Since we cannot prevent tick bites and borrelial infections altogether, we must try to prevent or to stop the invasion of the deep tissues by the borrelia after infection, namely to prevent chronic Lyme disease. That means timely appropriate antibiotic treatment after a reliable diagnosis at the early spirochetemic stage of infection. That means widely spread use of direct detection tests for borrelia in blood samples in endemic areas in the local hospital laboratories. Sending blood samples across the country for the diagnosis of bacteremia is not an established practice for good patient care.
To answer your question, I think my biggest concerns are how to convince the healthcare industry and public health authorities that Lyme borreliosis is a potentially serious infectious disease and the diagnosis cannot be based on serology tests for timely appropriate patient management.
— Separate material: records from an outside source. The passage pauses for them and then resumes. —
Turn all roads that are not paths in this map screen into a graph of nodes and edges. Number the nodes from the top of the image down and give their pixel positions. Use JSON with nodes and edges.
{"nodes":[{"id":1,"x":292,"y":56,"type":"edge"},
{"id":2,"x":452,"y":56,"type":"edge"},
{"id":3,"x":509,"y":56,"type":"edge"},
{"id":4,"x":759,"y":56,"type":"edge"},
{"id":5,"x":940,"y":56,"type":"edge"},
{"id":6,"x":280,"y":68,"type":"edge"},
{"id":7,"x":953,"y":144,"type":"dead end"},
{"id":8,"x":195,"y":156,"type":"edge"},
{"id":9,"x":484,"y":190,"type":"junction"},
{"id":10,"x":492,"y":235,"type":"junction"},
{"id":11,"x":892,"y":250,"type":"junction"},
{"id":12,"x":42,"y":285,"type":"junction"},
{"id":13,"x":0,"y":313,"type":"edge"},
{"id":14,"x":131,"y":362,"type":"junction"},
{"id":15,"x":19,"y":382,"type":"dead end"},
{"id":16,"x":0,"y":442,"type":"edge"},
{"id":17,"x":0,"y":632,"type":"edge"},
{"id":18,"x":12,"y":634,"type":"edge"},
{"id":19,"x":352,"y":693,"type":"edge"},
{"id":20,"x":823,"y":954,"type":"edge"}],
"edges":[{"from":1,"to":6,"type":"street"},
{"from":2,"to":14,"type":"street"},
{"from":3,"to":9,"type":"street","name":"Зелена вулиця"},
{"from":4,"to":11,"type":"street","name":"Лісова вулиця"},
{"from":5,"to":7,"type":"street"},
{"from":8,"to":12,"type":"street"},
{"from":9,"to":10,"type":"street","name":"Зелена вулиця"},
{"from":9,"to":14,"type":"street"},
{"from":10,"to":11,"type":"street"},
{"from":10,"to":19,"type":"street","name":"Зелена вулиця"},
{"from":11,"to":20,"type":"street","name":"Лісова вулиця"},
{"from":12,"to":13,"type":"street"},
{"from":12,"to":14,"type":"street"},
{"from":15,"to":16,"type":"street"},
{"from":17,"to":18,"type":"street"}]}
Then, we need to convince the hospitals at the Lyme endemic areas to handle Lyme disease patients like other cases of bacteremia as they occur. The workup for the diagnosis of bacteremia is traditionally carried out in the local hospital laboratory, not in an out-of-State commercial laboratory.
It is not easy to change the status quo established in the past 40 years. But it is doable if there is a strong public demand.